Mantém a tua equipa treinada
No fim de contas, os humanos são a última linha de defesa quando se trata de ataques. Os filtros, a autenticação e a análise de anexos travam muita coisa, mas quaisquer mensagens que passem foram concebidas para enganar uma pessoa.
É aqui que a formação pode fazer uma enorme diferença. Crucialmente, as empresas devem preparar-se para os ataques de hoje, não para os de ontem. Isso significa iscos escritos por IA sem gralhas, voz e vídeo deepfake, e burlas através de SMS, códigos QR e pedidos de MFA, não apenas por email.
Perguntas frequentes
O primeiro email de spam de sempre foi enviado em 1978 na ARPANET, a antecessora da internet. Um profissional de marketing chamado Gary Thuerk enviou um email a 400 pessoas com uma proposta de novos computadores. O email gerou milhões de dólares, mas irritou muita gente.
O spam por email começou como uma forma barata de anunciar a muitas pessoas ao mesmo tempo por email. A internet inicial não tinha muitas regras, e era fácil chegar a milhares de caixas de entrada com um custo quase nulo.
O nome vem de um sketch dos Monty Python em que “spam” era repetido sem parar. Os primeiros utilizadores da internet adotaram o termo para descrever o mesmo tipo de repetição em mensagens indesejadas.
O spam começou com anúncios e cartas em cadeia, e evoluiu para phishing, malware e burlas em grande escala. Hoje, a IA ajuda os spammers a escrever mensagens polidas e personalizadas, por isso os filtros tiveram de se tornar mais avançados para acompanhar.
No início dos anos 2000, o spam representava quase metade de todo o tráfego mundial de email. Os governos intervieram com leis como a CAN-SPAM Act, e grandes fornecedores como Yahoo, Microsoft e Google criaram defesas mais robustas.

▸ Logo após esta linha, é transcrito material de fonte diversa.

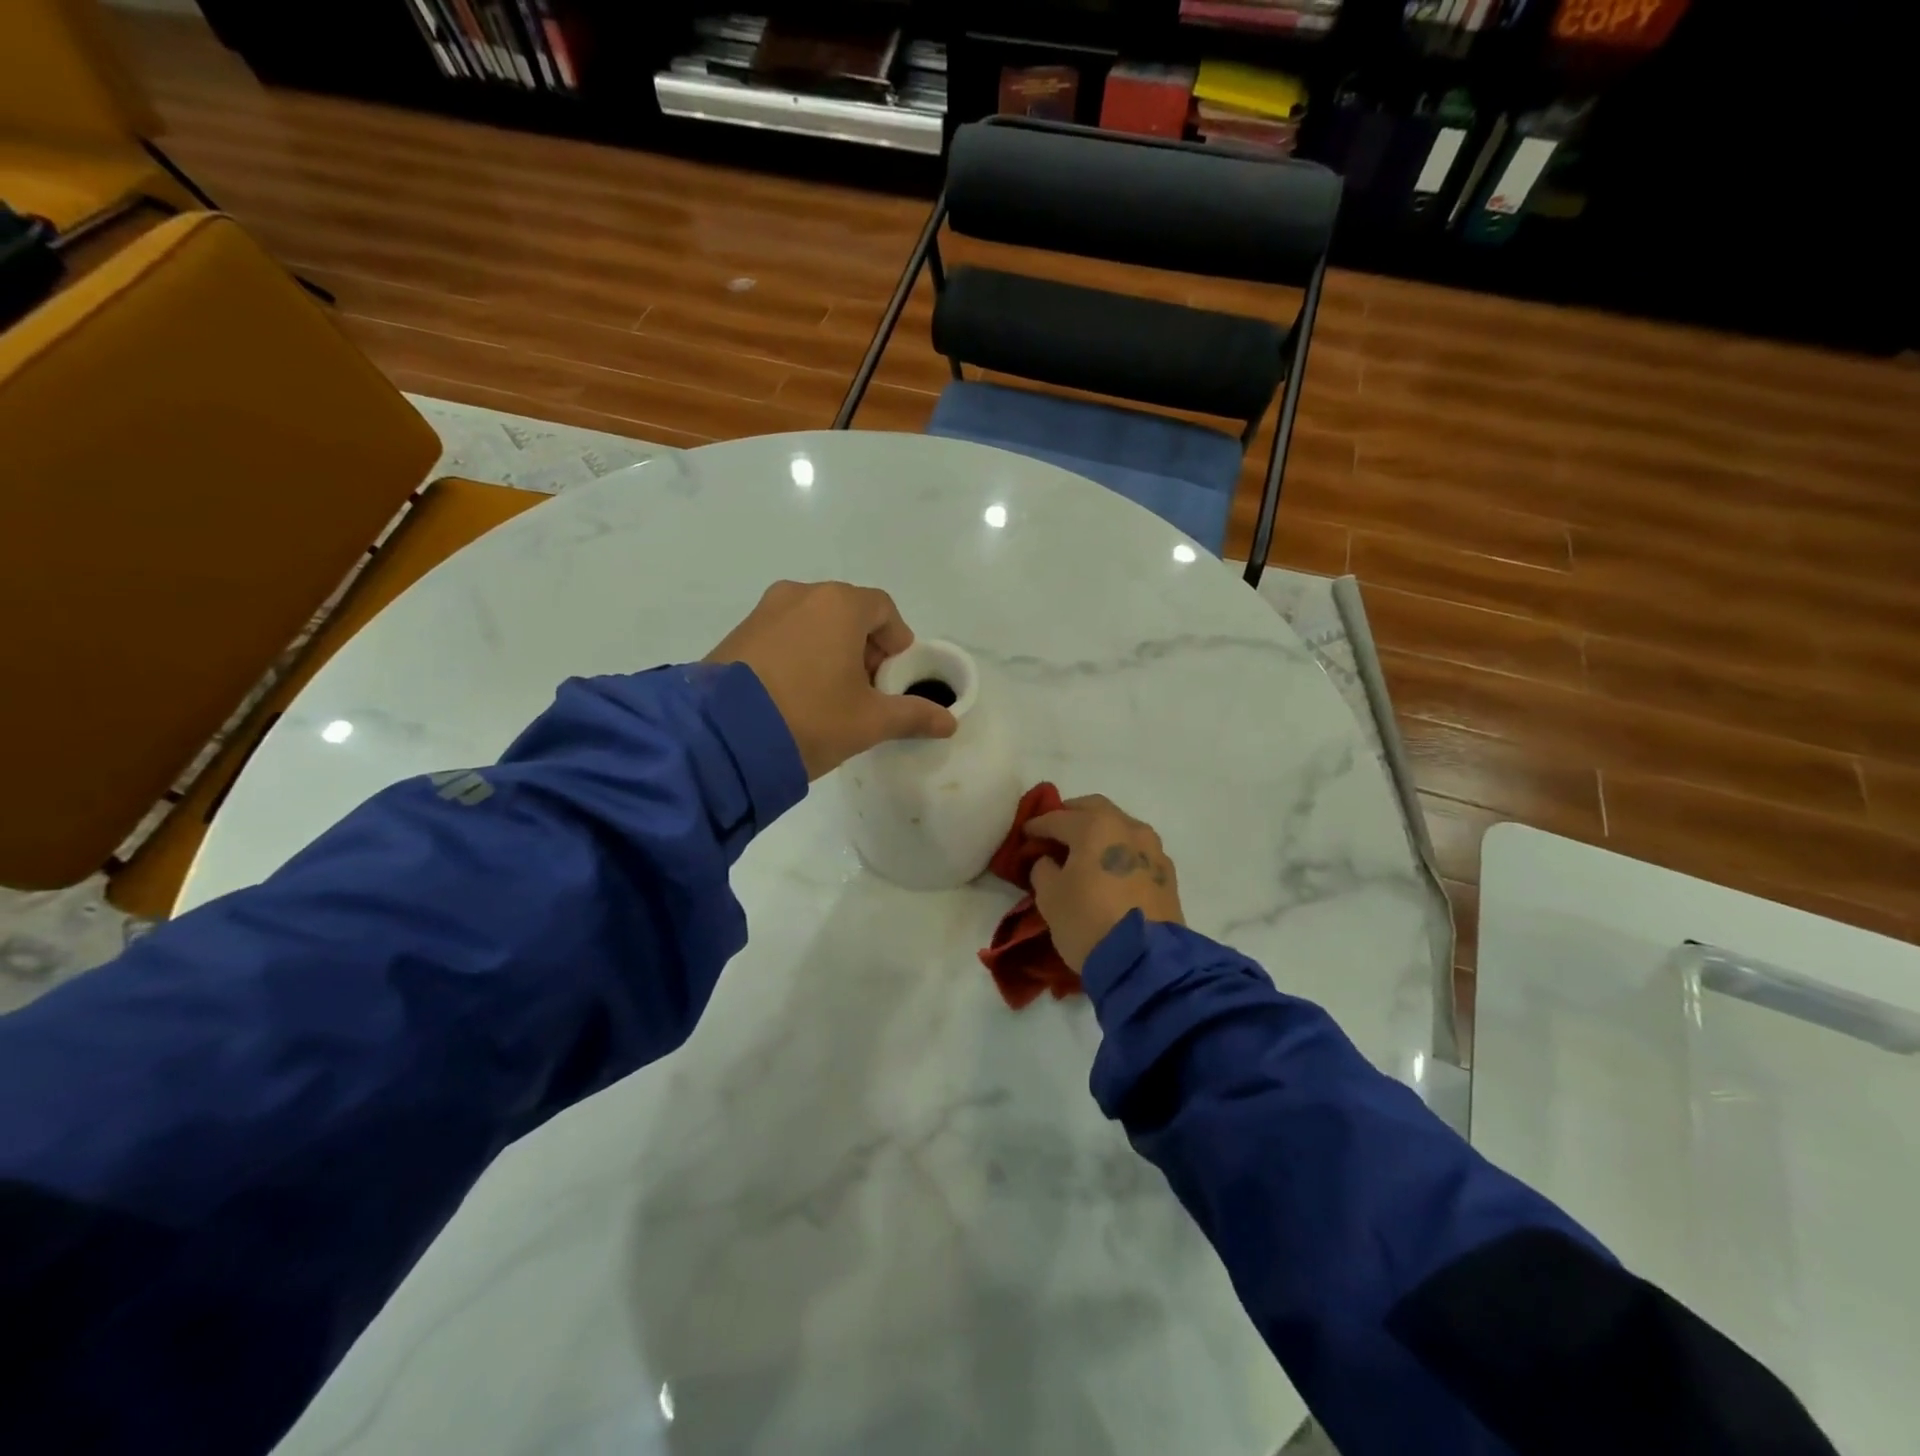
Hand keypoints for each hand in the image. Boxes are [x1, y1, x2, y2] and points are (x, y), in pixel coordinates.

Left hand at [705, 580, 956, 779]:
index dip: (896, 642)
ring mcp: (763, 611)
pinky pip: (782, 634)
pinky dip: (797, 655)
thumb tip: (950, 723)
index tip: (891, 678)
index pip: (883, 609)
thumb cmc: (811, 718)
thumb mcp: (869, 722)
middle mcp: (800, 594)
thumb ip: (913, 715)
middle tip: (863, 690)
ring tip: (827, 696)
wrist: (721, 737)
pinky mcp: (737, 633)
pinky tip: (793, 695)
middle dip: (863, 647)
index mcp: (839, 604)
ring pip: (812, 623)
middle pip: (847, 613)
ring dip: (829, 651)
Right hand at [1024, 794, 1184, 973]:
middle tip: (1054, 833)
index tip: (1025, 835)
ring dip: (1099, 833)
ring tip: (1082, 852)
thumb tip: (1049, 861)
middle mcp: (1128, 827)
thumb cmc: (1087, 921)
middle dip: (1071, 816)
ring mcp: (1152, 849)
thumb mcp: (1049, 896)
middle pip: (1094, 809)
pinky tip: (1108, 870)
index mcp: (1095, 826)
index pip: (1057, 818)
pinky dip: (1118, 852)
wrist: (1145, 962)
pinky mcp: (1167, 873)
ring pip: (1120, 827)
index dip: (1036, 826)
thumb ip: (1043, 868)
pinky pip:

Os filtros de spam modernos usam IA e aprendizagem automática para analisar mais do que apenas palavras-chave. Observam o comportamento do remetente, sinais de rede e padrões de mensagens, como uma súbita vaga de emails de um novo domínio ou conteúdo que imita iscos de phishing conhecidos, e depois adaptam-se em tempo real para bloquear novas campanhas de spam.
O spam de phishing faz-se passar por uma marca ou contacto de confiança para te enganar e levar a clicar numa ligação maliciosa ou a partilhar informações sensíveis. Os emails de phishing costumavam estar cheios de gralhas e sinais de alerta óbvios; agora são polidos e difíceis de detetar.
Spam é qualquer tipo de email em massa não solicitado, como anúncios, newsletters de lixo ou falsas ofertas de lotaria. Phishing é um tipo de spam concebido para roubar os teus dados ou dinheiro, fazendo-se passar por alguém em quem confias. Todo o phishing é spam, mas nem todo o spam é phishing.